Fig.1 Eleanor Antin, Blood of a Poet Box 1965–8

Fig.1
Eleanor Antin
Blood of a Poet Box 1965–8
Wood, cardboard, glass slides, blood, brass, paper and ink
Displayed: 28 x 290 x 405 mm
Tate T14882
© Eleanor Antin
Photo © Tate

Eleanor Antin’s Blood of a Poet Box 1965–8 (Tate T14882; fig.1) is a slightly battered, second hand, brass-hinged specimen box covered in green leatherette and containing one hundred numbered glass slides, each of which holds a blood sample taken from a different American poet, a category that Antin defined in broad terms to include dancers, artists and performers too. The blood drops were taken from their subjects using sewing needles. Each drop is sandwiched between the slide and a thin cover slip held in place by a clear sealant around its edge. The drops vary in size and positioning, and close observation suggests that there were at least two methods of application, with some blood drops squeezed onto the slides from a small height and some pressed in such a manner as to leave partial fingerprints.

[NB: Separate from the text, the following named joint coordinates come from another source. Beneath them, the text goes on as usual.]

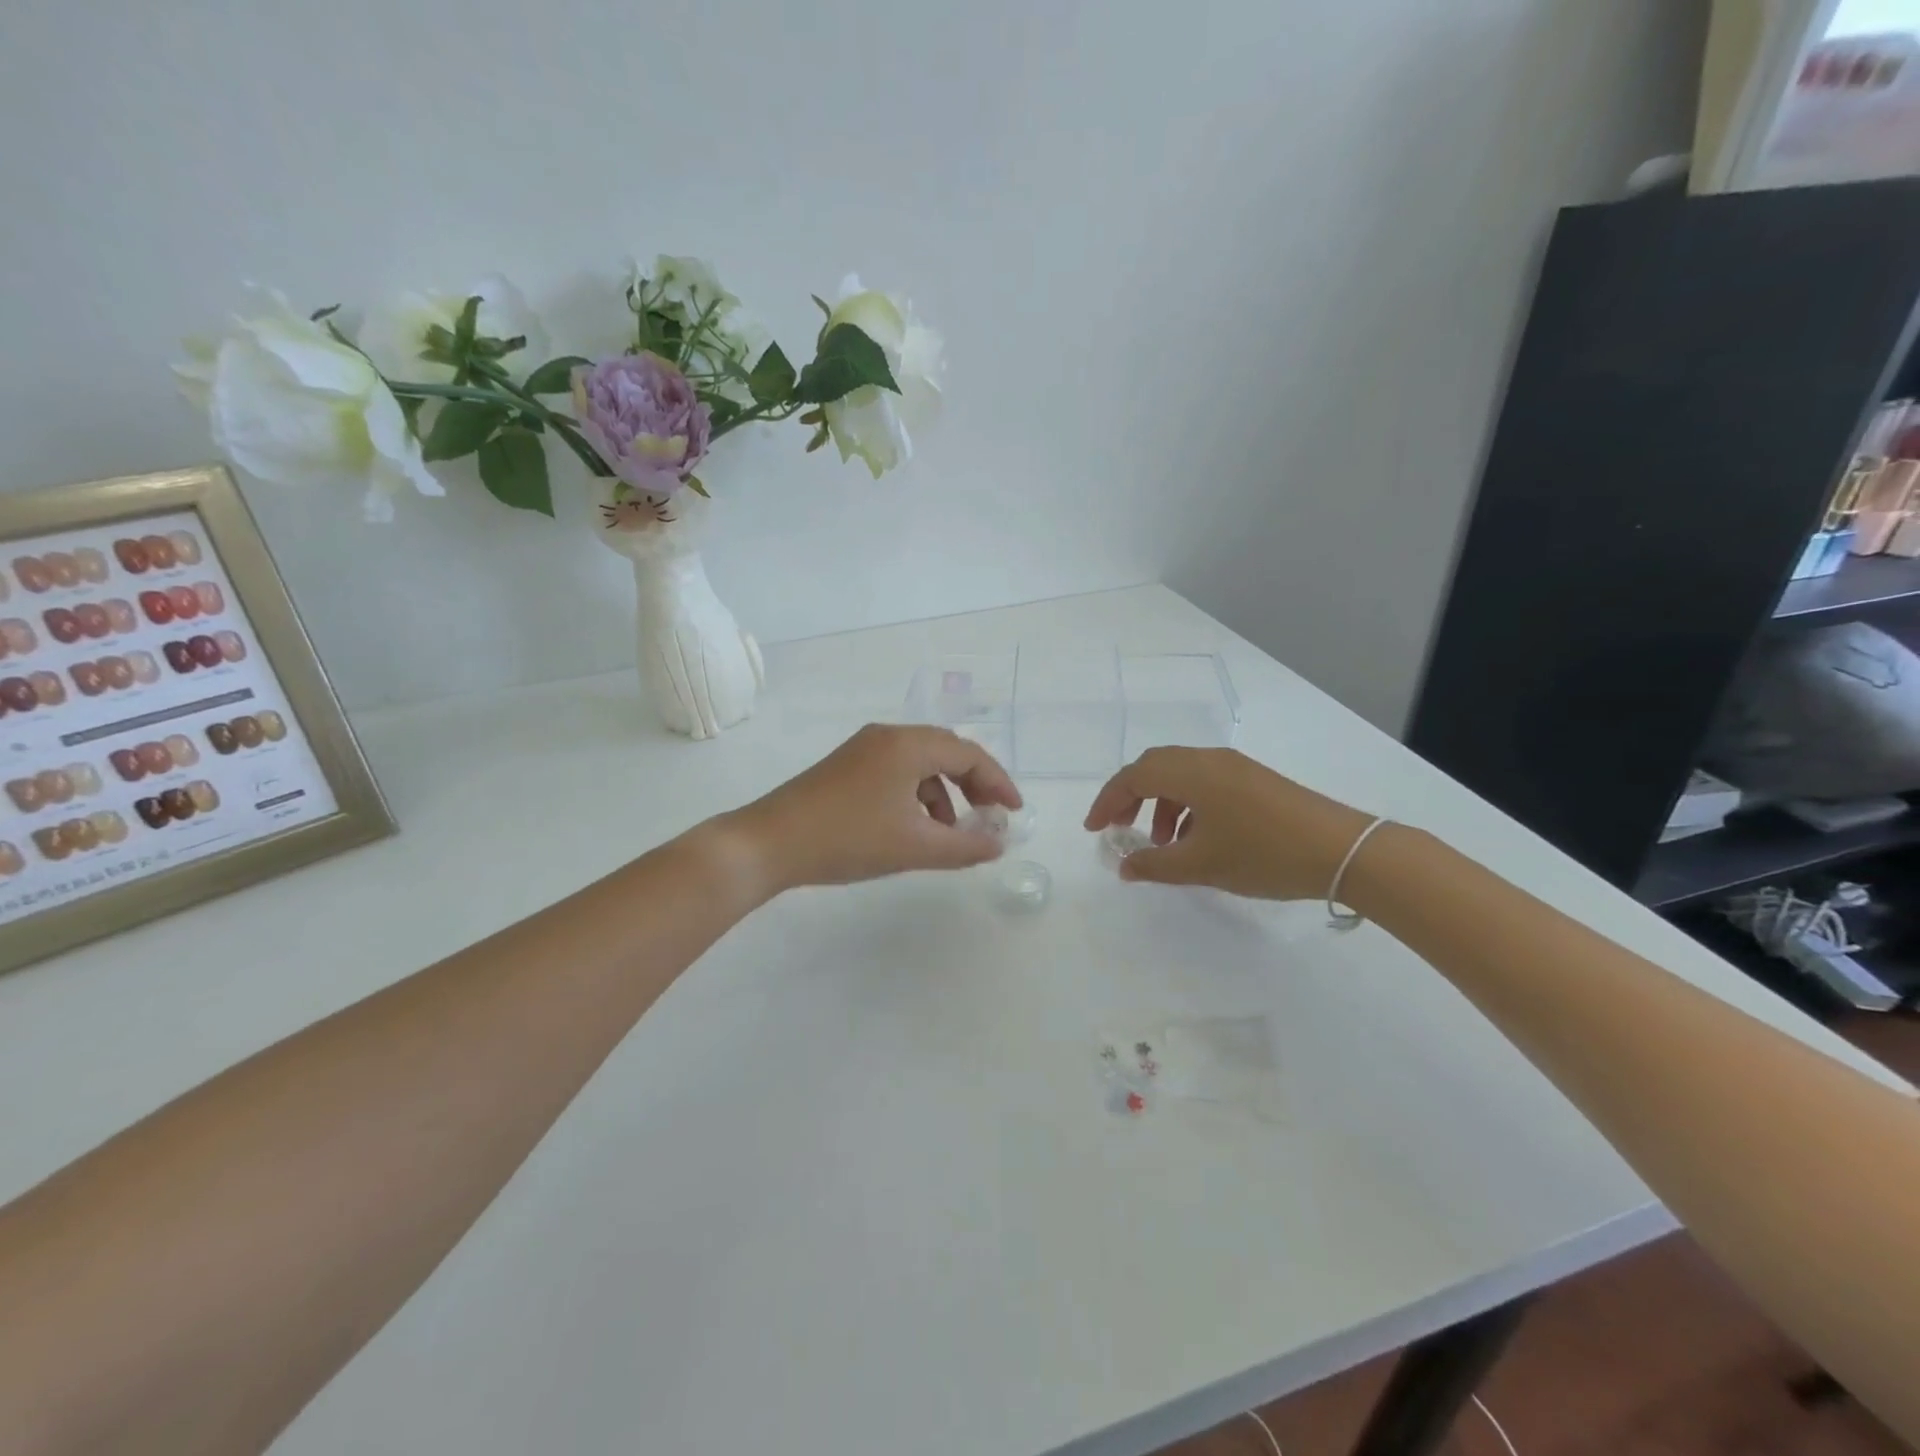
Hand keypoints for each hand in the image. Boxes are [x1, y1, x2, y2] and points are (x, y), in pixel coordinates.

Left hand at [722, 724, 1022, 895]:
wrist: (768, 843)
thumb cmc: (848, 839)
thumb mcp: (914, 847)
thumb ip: (964, 846)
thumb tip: (999, 844)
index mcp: (908, 745)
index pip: (969, 754)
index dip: (998, 782)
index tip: (1014, 812)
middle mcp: (888, 736)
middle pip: (946, 752)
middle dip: (973, 784)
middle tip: (989, 817)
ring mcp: (863, 749)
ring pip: (920, 763)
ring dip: (944, 793)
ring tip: (949, 832)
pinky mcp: (846, 766)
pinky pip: (897, 772)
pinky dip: (916, 795)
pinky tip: (912, 827)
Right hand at [1083, 747, 1373, 899]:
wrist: (1344, 851)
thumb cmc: (1264, 854)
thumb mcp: (1201, 865)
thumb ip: (1155, 865)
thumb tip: (1124, 867)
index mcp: (1191, 772)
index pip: (1133, 776)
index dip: (1107, 801)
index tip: (1094, 830)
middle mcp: (1210, 760)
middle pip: (1154, 767)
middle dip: (1130, 796)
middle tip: (1119, 828)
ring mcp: (1235, 768)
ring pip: (1181, 775)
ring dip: (1161, 804)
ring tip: (1162, 843)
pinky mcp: (1254, 780)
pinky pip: (1205, 783)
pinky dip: (1187, 805)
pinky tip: (1196, 839)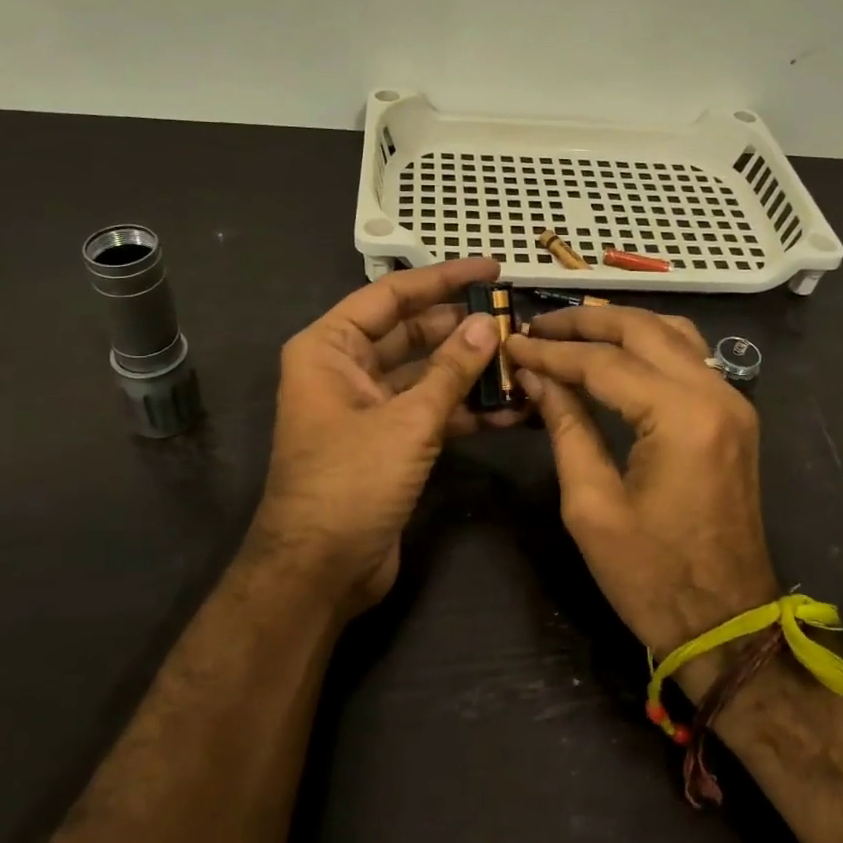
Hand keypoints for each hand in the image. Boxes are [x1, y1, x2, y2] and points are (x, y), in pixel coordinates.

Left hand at [247, 258, 515, 617]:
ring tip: (522, 361)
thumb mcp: (407, 421)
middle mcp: (345, 370)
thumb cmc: (351, 483)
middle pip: (412, 333)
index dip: (443, 279)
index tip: (491, 270)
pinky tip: (511, 411)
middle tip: (515, 319)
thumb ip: (451, 371)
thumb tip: (486, 325)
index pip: (391, 296)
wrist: (320, 572)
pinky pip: (430, 411)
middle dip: (463, 329)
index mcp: (330, 348)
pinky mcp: (389, 441)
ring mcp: (368, 407)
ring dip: (470, 371)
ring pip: (426, 374)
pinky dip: (465, 410)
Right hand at [506, 308, 779, 665]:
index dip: (552, 352)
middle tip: (537, 324)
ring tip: (570, 332)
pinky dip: (648, 344)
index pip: (604, 362)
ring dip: (620, 326)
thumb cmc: (652, 576)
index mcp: (681, 417)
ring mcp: (732, 402)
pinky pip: (688, 358)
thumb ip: (566, 427)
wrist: (727, 624)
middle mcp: (715, 394)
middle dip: (585, 322)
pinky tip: (615, 354)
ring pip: (672, 333)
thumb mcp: (591, 506)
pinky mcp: (734, 416)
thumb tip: (537, 377)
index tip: (512, 343)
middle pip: (643, 329)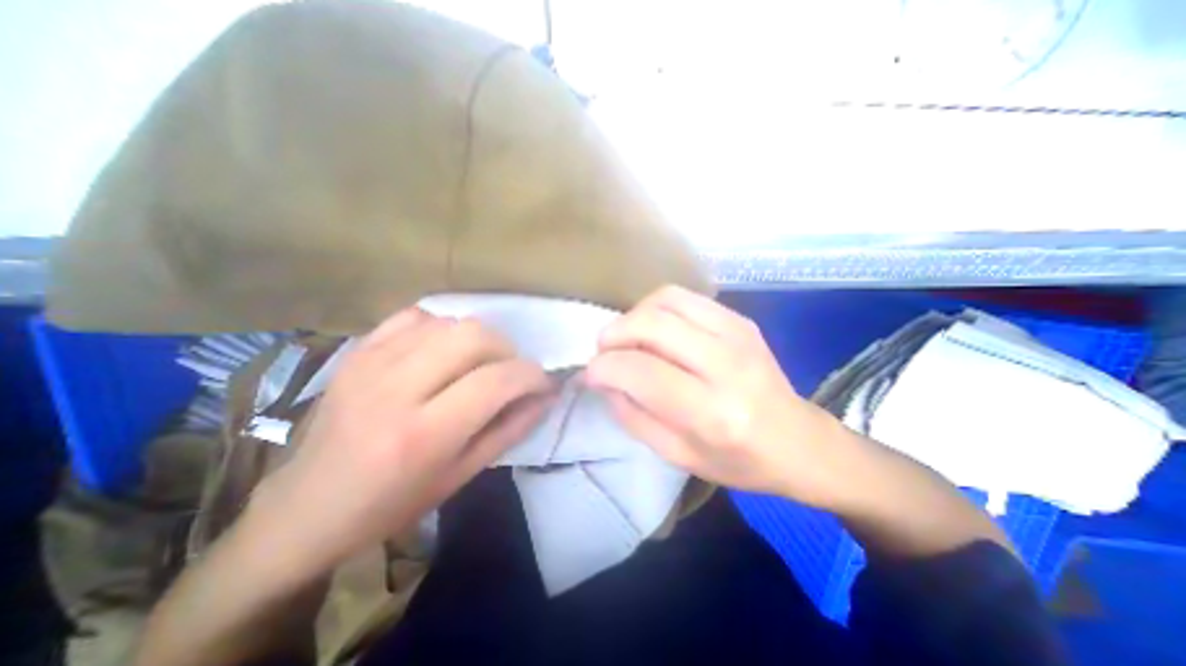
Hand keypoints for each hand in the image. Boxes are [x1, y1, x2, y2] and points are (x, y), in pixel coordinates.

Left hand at [250, 309, 556, 574]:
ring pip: (449, 322)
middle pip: (474, 335)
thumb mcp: (463, 474)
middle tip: (509, 372)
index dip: (532, 375)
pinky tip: (441, 352)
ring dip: (477, 340)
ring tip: (476, 366)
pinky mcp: (358, 350)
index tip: (543, 383)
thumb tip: (546, 396)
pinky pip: (416, 316)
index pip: (497, 381)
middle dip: (507, 350)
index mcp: (424, 434)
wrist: (306, 507)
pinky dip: (442, 328)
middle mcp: (396, 388)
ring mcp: (371, 362)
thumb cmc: (393, 503)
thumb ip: (512, 429)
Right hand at [586, 283, 853, 506]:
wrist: (799, 441)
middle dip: (614, 334)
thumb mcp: (677, 455)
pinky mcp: (740, 319)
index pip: (642, 371)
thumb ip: (632, 415)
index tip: (591, 373)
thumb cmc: (738, 460)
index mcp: (713, 413)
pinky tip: (655, 329)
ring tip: (628, 338)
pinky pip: (684, 297)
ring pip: (665, 300)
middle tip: (605, 351)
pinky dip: (657, 308)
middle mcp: (727, 364)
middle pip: (652, 325)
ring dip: (634, 316)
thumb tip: (604, 379)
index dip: (604, 367)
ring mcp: (737, 333)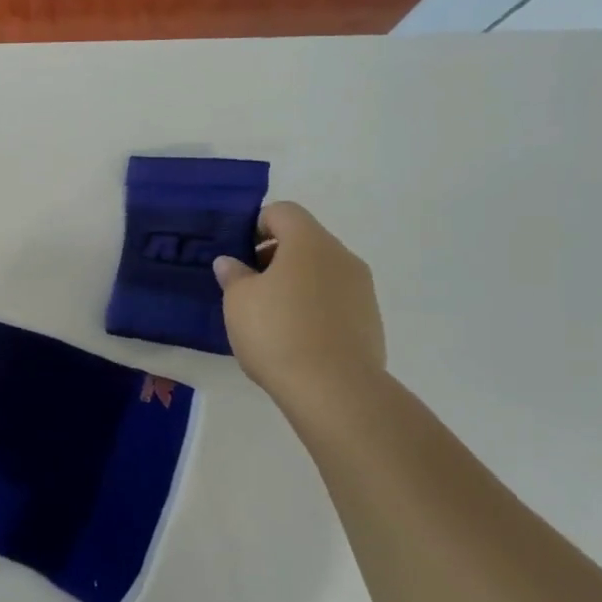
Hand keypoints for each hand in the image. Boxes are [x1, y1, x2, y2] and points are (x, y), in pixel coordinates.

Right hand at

Inside the lid of the box is pasted a pre-printed form for recording the origin of the samples. Antin used a variety of pens and pencils on the form to catalogue these contributors, whose blood was added as Antin encountered them in the poetry readings and performance events that were a feature of the New York avant-garde scene during the 1960s. Below the list she has put her signature and written the title of the work.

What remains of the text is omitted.